Depuis quelques jours, Hollande dramatise donc. Et rappelle combien le pays est planté.
Il dramatise au risque de planter le rêve français qu'il voulait réenchanter. Il dramatise au risque de brusquer son premier ministre. Il dramatise puisque quelques dizaines d'éditocrates et de sondeurs concertés relaient qu'on manque d'omniprésidence.

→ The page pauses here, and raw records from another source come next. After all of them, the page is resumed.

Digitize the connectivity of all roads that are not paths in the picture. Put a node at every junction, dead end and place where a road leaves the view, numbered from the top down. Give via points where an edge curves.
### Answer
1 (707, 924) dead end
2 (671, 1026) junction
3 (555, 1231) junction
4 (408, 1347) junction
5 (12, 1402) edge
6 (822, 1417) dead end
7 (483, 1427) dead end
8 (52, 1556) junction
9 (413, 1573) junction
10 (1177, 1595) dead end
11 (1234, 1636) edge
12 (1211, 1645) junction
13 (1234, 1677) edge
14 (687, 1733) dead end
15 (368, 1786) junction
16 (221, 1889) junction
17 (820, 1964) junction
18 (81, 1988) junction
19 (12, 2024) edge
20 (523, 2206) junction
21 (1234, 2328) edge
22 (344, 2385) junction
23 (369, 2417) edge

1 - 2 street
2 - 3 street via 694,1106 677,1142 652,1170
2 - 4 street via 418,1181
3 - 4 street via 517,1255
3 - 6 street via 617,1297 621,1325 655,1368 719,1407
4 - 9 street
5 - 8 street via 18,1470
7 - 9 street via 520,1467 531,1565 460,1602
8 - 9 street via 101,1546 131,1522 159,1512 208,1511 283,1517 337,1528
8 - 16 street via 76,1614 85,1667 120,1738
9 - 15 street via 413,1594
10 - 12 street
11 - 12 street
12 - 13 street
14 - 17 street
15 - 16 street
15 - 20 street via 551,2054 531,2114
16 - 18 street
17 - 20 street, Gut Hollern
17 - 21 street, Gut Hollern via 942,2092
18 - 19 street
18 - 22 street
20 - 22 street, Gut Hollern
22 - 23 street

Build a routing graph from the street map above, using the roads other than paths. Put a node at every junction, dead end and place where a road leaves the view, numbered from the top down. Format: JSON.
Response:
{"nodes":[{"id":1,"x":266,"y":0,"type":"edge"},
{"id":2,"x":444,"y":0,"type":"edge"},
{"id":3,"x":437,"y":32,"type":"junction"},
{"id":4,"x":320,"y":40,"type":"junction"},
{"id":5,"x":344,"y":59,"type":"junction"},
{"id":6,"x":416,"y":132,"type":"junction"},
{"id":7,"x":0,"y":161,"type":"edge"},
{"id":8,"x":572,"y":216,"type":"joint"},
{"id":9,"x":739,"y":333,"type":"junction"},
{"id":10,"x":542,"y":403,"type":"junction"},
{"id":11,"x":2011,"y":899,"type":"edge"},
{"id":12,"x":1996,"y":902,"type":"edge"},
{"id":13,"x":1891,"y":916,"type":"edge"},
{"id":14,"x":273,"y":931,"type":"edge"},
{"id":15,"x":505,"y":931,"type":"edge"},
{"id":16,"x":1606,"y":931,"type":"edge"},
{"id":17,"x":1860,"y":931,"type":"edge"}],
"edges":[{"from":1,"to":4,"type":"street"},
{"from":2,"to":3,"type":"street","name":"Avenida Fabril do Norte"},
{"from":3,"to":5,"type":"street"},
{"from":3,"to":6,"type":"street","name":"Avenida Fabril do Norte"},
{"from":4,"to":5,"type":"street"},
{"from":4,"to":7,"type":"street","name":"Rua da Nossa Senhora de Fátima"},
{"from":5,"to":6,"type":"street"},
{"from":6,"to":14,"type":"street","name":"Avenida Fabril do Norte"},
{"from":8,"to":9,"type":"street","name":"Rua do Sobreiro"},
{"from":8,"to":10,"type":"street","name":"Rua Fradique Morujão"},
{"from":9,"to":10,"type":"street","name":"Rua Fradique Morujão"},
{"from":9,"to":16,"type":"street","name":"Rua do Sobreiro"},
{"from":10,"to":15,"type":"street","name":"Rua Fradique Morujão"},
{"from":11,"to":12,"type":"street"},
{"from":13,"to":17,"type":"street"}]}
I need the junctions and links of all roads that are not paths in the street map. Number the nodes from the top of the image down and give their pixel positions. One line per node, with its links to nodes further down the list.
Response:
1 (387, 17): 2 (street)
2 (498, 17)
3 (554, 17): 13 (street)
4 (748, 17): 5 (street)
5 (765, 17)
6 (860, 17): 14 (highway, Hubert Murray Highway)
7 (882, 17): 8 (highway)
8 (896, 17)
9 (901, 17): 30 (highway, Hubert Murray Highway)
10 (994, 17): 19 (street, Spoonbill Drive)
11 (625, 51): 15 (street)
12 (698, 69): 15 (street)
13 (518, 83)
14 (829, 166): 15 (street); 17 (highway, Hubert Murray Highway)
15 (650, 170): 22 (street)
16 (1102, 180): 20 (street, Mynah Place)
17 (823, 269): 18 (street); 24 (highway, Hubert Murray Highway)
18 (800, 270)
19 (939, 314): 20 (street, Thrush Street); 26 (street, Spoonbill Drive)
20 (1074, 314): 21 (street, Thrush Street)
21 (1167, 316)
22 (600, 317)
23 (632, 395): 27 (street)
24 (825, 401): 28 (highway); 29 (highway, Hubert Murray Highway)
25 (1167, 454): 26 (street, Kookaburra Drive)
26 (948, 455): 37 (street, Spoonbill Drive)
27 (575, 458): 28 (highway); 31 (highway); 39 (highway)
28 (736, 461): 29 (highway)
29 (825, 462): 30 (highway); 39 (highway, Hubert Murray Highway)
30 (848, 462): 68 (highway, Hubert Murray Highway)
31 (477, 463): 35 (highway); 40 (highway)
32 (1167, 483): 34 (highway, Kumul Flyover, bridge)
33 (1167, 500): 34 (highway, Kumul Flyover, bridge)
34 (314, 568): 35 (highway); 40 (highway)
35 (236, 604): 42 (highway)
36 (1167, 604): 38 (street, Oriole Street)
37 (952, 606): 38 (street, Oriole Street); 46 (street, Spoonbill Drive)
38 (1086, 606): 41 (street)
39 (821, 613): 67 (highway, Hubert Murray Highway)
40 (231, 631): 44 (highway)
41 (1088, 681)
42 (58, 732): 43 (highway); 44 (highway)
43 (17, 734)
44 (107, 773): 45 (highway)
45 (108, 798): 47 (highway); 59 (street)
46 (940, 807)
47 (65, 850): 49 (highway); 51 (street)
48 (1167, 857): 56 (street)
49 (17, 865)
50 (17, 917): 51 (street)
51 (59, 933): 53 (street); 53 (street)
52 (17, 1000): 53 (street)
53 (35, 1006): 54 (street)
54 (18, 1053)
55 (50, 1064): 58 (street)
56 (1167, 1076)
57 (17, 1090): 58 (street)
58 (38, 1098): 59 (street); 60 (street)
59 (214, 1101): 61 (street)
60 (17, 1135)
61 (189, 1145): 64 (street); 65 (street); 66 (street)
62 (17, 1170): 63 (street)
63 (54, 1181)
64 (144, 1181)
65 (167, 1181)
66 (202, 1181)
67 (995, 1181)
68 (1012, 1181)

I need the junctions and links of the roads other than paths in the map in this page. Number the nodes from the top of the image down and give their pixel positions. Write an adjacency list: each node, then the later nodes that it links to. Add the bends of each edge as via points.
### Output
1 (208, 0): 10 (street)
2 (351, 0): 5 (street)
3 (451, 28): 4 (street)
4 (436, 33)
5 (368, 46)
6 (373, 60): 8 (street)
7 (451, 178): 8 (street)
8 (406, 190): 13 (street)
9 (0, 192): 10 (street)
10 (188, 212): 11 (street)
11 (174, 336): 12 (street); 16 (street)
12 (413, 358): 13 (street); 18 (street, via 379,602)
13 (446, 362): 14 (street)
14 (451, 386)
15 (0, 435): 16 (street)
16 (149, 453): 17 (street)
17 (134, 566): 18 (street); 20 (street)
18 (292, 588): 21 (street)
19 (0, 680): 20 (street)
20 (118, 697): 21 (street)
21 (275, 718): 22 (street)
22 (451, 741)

Le cap des 3 millions de chômeurs a été franchi. Quand Michel Sapin annonçait la chose, dimanche dernier, il pensait aux sans-emplois. Mais l'on sait que le chômage frappe un nombre bien plus large de Français, aux environs des 6 millions si l'on additionne les travailleurs à temps partiel contraint, les chômeurs placés en formation, ou ceux qui ont cessé de s'inscrire. Trois ou six millions d'euros, peu importe.
Le message est passé.
C'est la crise, la Grande, la vraie.
Pour le dernier jour du mois d'août, François Hollande avait bien chargé la barque: « mon devoir, c'est de dire la vérité aux Français ». Et de compléter: « Nous sommes devant une crise d'une gravité exceptionnelle, une crise
longue, qui dure depuis maintenant plus de 4
ans et aucune des grandes puissances
économiques, même les émergentes, n'est désormais épargnée, la
croissance ralentit partout et les prix des matières premières, les
céréales, augmentent pour des raisons aussi bien
climatiques que spéculatives, mais aussi le pétrole avec ses
conséquences sur le prix des carburants, tout cela complique
encore la donne et la reprise. L'Europe est la
plus touchée, la récession s'y est installée, les plans d'austérité
s'additionnent, sans d'ailleurs que la confiance ne
revienne, et c'est pourquoi, les principales
décisions sont attendues maintenant dans la zone euro. Elles ont été
trop longtemps différées ou reportées, ou annoncées
comme devant enfin conclure un processus quand
il n'y avait finalement qu'une étape de franchie ».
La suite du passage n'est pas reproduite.